But America’s greatest adversary is now the People’s Republic of China, and the 2018 and 2022 National Defense Strategy directs a transformation in how we defend, deter and, if necessary, defeat our pacing challenges. The legacy aircraft and missile systems that were overused in the fight against terrorism are ill-equipped to deter and, if necessary, defeat adversaries like the PRC, Russia and even the DPRK [North Korea]. Our aging fleet has shrunk to dangerously low levels, and we need to shift funds once re-directed to ground combat during the fight against terrorism back to the Department of the Air Force to modernize and reconstitute our forces.
Modernization begins with the defense industrial base, where we need to invest more in both research, development, test and evaluation, or the RDT&E, as well as manufacturing and production. The Total Force — active duty and National Guard — must be concurrently and proportionately recapitalized with the weapons and equipment necessary to affect integrated deterrence and all aspects of the National Defense Strategy. It has been a long time in coming and we need to get there quickly.
Integration starts within the Department of the Air Force then extends across the Joint Force and ends with our allies and partners. These must occur simultaneously. Interoperable equipment is a baseline prerequisite to effective integration of operations and deterrence.
The Air National Guard is focused most heavily on fighter recapitalization to preserve our integrated fight-tonight capability and capacity to protect the homeland and project airpower, anytime, anywhere. This was grossly under-resourced during the fight against terrorism. But it also extends to tanker recapitalization, command and control, intelligence, surveillance and reconnaissance modernization as well as the nuclear enterprise of bombers, ICBMs [intercontinental ballistic missiles] and nuclear command and control communications.
It’s an expensive proposition. What’s the cost of not doing it?
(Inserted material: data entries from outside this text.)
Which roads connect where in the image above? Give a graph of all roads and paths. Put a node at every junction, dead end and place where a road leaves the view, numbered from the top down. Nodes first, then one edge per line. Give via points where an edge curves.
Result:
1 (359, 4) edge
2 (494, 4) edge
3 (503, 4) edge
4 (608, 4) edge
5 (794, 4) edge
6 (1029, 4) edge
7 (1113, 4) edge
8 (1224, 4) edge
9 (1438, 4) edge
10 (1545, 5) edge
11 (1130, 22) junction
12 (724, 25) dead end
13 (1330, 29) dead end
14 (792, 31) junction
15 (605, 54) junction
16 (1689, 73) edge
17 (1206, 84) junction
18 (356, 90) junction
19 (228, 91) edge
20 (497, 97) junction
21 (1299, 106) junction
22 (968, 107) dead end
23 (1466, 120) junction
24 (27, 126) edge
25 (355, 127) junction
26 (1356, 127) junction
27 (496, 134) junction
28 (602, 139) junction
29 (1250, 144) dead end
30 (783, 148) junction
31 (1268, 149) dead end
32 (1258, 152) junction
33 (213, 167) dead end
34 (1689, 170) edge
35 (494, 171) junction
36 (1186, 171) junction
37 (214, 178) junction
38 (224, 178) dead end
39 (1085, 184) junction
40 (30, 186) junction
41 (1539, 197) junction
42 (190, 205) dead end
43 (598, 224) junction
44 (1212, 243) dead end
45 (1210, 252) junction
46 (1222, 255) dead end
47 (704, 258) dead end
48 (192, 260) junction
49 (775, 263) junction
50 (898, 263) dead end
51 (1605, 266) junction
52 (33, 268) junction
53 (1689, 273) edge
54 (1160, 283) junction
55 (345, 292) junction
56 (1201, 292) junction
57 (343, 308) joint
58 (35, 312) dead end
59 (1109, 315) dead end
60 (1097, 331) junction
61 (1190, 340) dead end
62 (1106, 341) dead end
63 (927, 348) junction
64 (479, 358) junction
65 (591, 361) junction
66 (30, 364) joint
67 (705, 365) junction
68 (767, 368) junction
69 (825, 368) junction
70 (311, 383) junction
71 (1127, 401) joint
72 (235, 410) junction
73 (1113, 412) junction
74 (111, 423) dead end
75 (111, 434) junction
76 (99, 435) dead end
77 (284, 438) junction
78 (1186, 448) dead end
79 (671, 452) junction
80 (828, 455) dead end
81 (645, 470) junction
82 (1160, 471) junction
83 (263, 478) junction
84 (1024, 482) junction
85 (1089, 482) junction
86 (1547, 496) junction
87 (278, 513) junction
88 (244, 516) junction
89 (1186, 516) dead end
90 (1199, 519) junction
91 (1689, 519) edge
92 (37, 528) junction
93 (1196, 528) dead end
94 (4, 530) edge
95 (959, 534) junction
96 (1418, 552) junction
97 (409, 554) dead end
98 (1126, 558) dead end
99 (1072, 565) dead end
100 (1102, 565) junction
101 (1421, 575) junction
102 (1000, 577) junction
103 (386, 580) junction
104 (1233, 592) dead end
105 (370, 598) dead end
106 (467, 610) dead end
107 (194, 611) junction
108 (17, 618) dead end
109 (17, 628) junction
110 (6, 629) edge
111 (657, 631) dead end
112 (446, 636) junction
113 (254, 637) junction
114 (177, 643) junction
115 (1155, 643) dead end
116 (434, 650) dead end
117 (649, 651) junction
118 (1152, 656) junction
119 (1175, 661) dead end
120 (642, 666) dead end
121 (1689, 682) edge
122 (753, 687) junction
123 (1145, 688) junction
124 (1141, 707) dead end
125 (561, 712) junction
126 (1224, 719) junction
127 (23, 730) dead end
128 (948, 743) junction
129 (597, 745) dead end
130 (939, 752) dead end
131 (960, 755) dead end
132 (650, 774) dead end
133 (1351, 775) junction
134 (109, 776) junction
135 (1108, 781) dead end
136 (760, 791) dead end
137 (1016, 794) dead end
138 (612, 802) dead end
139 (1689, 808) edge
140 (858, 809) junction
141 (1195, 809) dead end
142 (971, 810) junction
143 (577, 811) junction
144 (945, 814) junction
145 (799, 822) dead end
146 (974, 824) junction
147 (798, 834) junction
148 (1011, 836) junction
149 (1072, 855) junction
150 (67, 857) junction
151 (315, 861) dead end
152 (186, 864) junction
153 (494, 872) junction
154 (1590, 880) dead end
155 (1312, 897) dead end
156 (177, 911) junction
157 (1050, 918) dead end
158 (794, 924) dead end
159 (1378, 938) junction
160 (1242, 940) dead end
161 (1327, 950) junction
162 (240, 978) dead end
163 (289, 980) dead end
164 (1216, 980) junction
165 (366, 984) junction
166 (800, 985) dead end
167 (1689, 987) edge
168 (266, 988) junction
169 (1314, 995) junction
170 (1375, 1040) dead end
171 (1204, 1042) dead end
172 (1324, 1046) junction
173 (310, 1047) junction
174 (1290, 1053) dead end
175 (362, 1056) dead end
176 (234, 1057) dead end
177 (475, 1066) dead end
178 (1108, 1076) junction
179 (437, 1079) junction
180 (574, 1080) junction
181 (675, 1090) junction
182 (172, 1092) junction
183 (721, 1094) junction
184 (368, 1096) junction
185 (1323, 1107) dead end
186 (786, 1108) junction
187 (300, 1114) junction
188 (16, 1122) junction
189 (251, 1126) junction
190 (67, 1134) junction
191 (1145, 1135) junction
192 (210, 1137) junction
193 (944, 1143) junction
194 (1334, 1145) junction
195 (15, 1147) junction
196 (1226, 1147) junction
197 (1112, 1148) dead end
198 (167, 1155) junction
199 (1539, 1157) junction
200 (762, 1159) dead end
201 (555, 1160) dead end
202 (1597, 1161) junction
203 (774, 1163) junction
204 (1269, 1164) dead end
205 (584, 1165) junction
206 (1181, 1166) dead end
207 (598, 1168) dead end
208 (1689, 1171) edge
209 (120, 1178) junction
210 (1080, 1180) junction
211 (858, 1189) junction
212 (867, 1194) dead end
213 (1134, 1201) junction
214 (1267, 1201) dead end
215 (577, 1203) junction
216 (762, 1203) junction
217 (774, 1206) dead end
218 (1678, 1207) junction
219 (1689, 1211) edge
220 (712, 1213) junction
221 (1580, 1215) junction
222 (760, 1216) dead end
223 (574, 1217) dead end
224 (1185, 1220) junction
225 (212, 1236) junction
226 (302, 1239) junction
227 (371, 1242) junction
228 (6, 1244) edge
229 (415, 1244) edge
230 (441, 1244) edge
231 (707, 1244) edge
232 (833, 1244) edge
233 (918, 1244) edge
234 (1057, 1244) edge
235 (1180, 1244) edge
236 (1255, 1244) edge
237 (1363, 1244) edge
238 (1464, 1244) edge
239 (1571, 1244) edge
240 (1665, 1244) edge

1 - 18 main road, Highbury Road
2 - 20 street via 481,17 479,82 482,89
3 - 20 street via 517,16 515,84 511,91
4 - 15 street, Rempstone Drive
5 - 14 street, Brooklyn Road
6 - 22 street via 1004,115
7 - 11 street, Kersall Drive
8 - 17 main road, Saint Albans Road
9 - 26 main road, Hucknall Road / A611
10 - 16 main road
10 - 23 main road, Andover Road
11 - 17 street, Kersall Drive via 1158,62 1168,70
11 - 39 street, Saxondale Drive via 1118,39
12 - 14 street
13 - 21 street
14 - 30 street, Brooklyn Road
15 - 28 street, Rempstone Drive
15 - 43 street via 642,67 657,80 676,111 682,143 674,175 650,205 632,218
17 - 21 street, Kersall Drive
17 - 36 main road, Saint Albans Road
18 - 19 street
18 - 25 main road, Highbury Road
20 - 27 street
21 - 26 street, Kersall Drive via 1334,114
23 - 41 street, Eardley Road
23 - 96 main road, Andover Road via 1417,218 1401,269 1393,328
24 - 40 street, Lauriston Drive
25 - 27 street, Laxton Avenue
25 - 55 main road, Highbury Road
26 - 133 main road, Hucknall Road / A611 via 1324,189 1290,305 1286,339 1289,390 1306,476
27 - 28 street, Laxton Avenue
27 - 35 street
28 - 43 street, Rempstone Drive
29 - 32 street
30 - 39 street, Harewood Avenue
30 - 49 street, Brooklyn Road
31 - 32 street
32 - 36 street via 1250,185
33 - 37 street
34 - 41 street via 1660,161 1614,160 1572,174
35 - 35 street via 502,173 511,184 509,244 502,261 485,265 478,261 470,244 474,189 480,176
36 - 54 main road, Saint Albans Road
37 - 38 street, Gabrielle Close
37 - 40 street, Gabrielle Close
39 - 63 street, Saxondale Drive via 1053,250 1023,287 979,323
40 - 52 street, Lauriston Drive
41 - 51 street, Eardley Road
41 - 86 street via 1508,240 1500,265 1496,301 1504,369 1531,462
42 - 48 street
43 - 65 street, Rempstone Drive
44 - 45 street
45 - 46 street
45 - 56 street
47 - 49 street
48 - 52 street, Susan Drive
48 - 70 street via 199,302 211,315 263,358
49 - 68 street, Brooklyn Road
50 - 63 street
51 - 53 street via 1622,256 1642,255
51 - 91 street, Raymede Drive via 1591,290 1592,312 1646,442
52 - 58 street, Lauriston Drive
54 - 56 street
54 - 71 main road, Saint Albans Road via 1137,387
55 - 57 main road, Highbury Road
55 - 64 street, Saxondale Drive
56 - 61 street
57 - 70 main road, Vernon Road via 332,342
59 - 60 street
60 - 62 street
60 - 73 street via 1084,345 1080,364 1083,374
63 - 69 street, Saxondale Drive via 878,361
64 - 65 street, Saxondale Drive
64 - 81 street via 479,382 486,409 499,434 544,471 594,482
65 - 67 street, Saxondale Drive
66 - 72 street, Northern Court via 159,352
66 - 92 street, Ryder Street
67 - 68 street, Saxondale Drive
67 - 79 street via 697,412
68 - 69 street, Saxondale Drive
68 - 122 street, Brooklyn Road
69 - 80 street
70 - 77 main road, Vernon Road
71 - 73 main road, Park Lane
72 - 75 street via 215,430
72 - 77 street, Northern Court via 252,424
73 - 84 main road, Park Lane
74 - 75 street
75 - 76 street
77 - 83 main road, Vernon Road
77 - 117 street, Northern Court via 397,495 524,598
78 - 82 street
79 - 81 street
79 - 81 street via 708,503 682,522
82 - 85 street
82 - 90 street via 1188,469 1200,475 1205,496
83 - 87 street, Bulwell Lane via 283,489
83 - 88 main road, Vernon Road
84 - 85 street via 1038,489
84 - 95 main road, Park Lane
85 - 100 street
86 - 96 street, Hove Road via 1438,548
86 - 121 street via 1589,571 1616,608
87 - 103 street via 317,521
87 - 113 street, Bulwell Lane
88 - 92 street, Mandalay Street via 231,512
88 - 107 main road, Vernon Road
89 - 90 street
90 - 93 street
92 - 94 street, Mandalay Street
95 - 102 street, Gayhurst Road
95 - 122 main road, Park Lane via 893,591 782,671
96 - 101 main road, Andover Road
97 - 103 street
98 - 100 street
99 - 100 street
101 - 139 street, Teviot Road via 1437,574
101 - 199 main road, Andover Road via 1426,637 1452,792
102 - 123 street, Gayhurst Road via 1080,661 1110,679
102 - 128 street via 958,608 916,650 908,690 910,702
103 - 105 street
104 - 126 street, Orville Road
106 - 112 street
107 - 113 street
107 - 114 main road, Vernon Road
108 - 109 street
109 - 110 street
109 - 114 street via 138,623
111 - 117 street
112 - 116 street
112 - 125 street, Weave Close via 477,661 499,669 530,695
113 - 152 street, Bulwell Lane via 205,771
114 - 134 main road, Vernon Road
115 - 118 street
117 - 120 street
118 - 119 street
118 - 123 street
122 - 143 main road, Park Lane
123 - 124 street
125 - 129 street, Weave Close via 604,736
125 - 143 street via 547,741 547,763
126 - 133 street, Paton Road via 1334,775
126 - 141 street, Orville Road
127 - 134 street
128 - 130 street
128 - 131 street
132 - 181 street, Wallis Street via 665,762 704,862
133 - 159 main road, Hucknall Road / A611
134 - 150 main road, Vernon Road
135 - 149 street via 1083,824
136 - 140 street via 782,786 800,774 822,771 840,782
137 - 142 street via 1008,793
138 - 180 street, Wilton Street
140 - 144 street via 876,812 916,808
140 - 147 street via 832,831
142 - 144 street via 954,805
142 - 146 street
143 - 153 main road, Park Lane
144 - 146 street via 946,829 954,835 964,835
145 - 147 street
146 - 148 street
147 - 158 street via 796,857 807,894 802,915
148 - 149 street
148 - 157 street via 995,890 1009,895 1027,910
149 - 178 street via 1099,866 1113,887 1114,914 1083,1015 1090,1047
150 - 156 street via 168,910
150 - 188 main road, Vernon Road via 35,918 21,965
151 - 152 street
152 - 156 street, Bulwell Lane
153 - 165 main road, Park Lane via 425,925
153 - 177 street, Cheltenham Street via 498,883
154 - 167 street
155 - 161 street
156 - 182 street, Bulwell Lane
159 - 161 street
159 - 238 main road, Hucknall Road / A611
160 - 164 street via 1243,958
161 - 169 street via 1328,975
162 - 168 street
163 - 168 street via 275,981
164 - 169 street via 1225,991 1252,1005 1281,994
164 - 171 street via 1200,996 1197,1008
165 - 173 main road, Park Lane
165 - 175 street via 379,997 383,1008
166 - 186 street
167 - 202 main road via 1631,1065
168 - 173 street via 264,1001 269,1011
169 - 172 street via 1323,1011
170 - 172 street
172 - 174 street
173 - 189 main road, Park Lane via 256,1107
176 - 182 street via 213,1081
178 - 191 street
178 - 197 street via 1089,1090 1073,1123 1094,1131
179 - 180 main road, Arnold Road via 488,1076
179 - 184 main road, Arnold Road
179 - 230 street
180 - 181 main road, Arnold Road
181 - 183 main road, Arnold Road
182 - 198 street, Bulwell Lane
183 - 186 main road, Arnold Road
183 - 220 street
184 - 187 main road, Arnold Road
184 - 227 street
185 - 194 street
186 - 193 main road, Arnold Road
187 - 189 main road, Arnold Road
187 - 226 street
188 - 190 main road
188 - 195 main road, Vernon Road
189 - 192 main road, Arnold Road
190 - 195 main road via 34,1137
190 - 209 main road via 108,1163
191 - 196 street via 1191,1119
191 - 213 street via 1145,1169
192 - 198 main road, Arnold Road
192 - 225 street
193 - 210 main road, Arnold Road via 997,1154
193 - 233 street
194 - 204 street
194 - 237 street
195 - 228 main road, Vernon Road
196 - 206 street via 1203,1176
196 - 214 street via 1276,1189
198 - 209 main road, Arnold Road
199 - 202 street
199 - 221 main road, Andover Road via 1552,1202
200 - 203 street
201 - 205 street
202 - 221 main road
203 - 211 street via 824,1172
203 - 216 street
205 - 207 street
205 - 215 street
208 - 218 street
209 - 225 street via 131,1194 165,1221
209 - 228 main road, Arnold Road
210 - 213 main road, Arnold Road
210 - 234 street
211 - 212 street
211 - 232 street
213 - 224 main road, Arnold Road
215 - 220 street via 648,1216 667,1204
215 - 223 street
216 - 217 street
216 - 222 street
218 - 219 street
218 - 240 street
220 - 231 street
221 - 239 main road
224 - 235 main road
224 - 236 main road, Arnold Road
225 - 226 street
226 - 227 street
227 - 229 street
The cost of not doing it is a more unsecure United States. Remember, we have to defend our homeland. We have to be able to project airpower overseas, and we have to be able to do that with the resources that are given to us as a top line in the Department of Defense. Because we’re old, because we are not fully interoperable and because we lack the necessary technology and the investments in both the defense industrial base and the United States Air Force, we need to make sure we get the resources necessary to make this happen. That’ll make a safer world, as well as our ability to project airpower anytime and anywhere.
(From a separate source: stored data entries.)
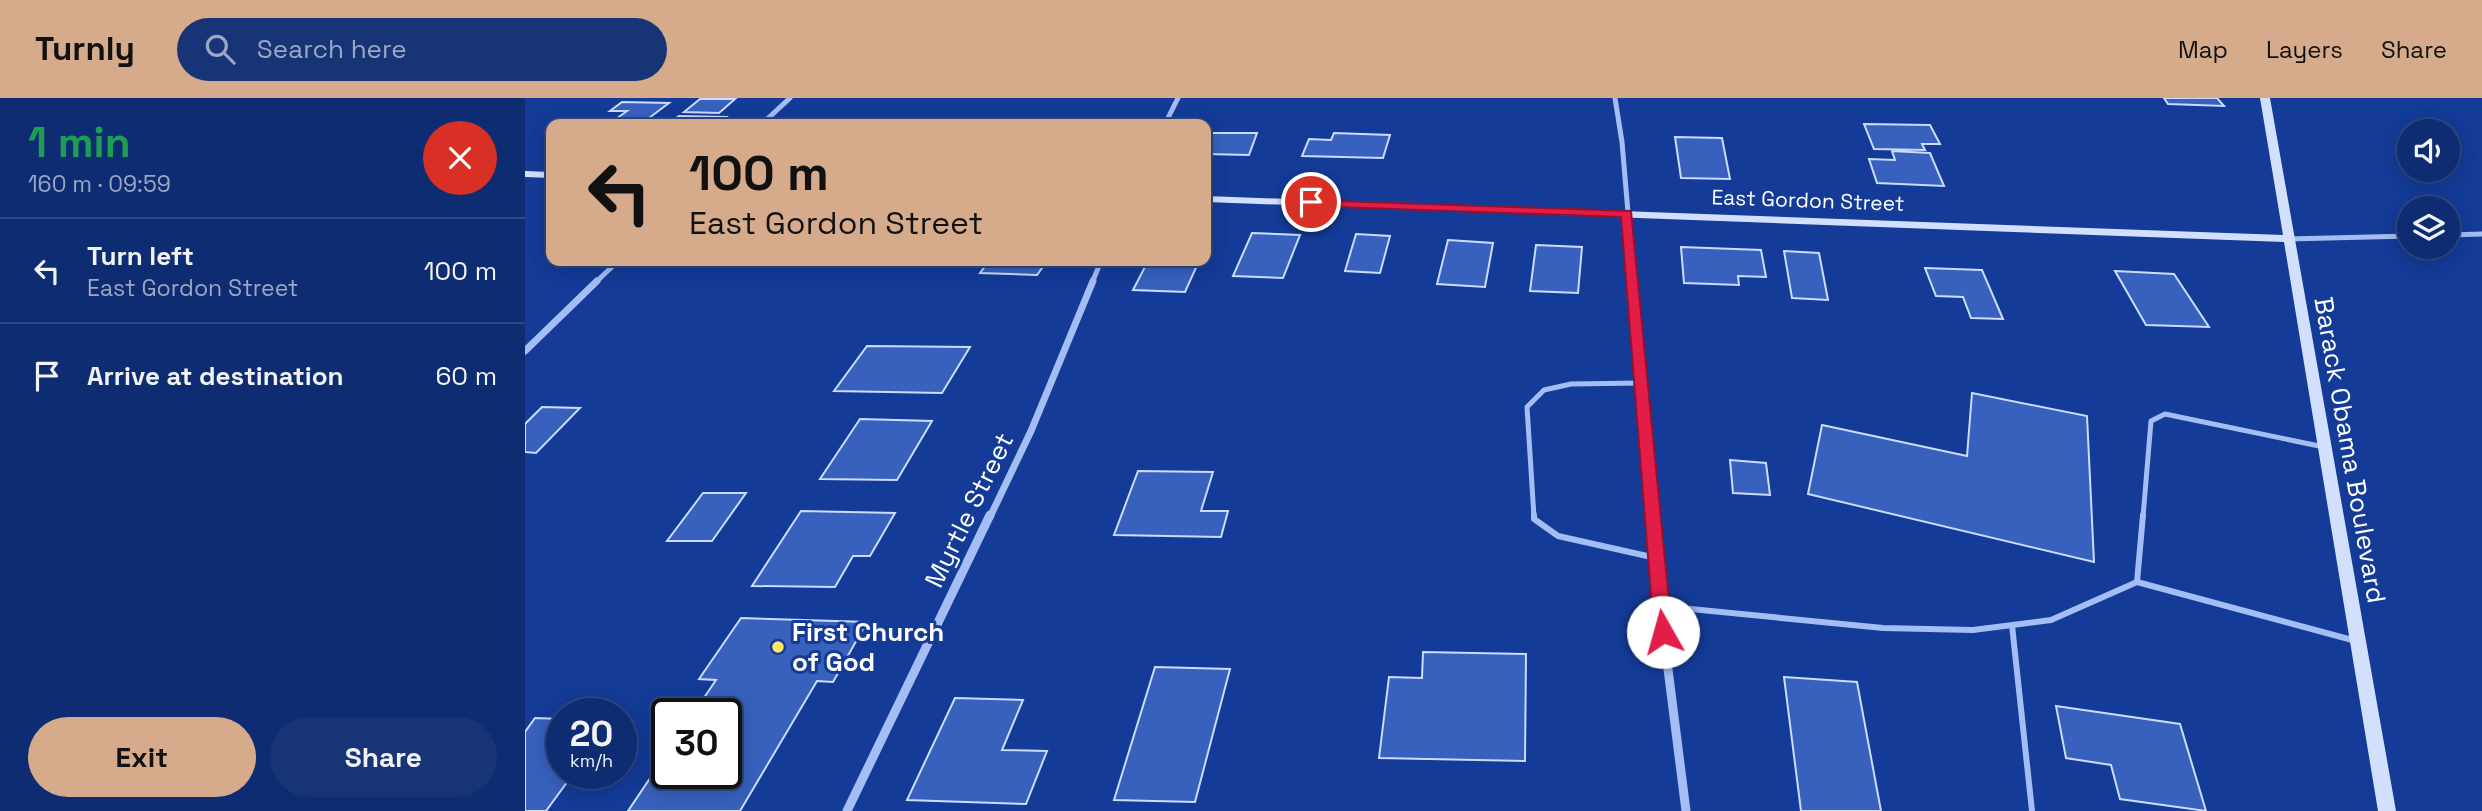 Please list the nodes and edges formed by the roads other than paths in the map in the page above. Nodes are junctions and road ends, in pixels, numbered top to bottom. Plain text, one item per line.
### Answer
1 (790, 98) edge
2 (1178, 98) edge
3 (1615, 98) edge
4 (2266, 98) edge
5 (767, 119) edge
6 (1168, 119) edge
7 (525, 174) edge
8 (546, 175) edge
9 (1211, 199) edge
10 (1626, 213) junction
11 (2482, 234) edge
12 (2460, 235) edge
13 (2397, 236) edge
14 (2288, 239) junction
15 (613, 266) edge
16 (1099, 266) edge
17 (525, 351) edge
18 (1640, 383) junction
19 (2324, 447) junction
20 (1656, 558) junction
21 (2137, 582) junction
22 (1660, 606) junction
23 (2012, 625) junction
24 (2358, 642) junction
25 (847, 811) edge
26 (1686, 811) edge
27 (2032, 811) edge
28 (2387, 811) edge

1 - 5 street
2 - 6 street
3 - 10 street
4 - 14 street, Barack Obama Boulevard
7 - 8 street
9 - 10 street, East Gordon Street
10 - 14 street, East Gordon Street
10 - 18 street
11 - 12 street
13 - 14 street, East Gordon Street
14 - 19 street, Barack Obama Boulevard
15 - 17 street
16 - 25 street, Myrtle Street
18 - 20 street
18 - 20 lane
19 - 21 lane
19 - 24 street, Barack Obama Boulevard
20 - 22 street
21 - 23 lane
21 - 24 lane
22 - 23 lane
22 - 26 street
23 - 27 lane
24 - 28 street, Barack Obama Boulevard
The Air Guard fighter community, the National Guard Bureau and NGAUS are all calling for the Air Force to maintain all 25 Guard fighter units, many of which fly aircraft the Air Force wants to retire. What does the nation stand to lose if the Guard is forced to cut fighter units?
First off, the Air National Guard supports the decision to retire legacy aircraft from the fleet that are not equipped to deter, and if necessary, defeat our pacing challenges. But the Air Force must preserve the capacity and capability to present a credible fight-tonight force. The Air National Guard is a critical contributor to the capacity of the Total Force with 27% of the fighter fleet. The Guard’s 25 fighter squadrons are also home to the most experienced and qualified pilots and maintainers, making them even greater contributors to the capability of the Total Force than the numbers alone. Experience matters.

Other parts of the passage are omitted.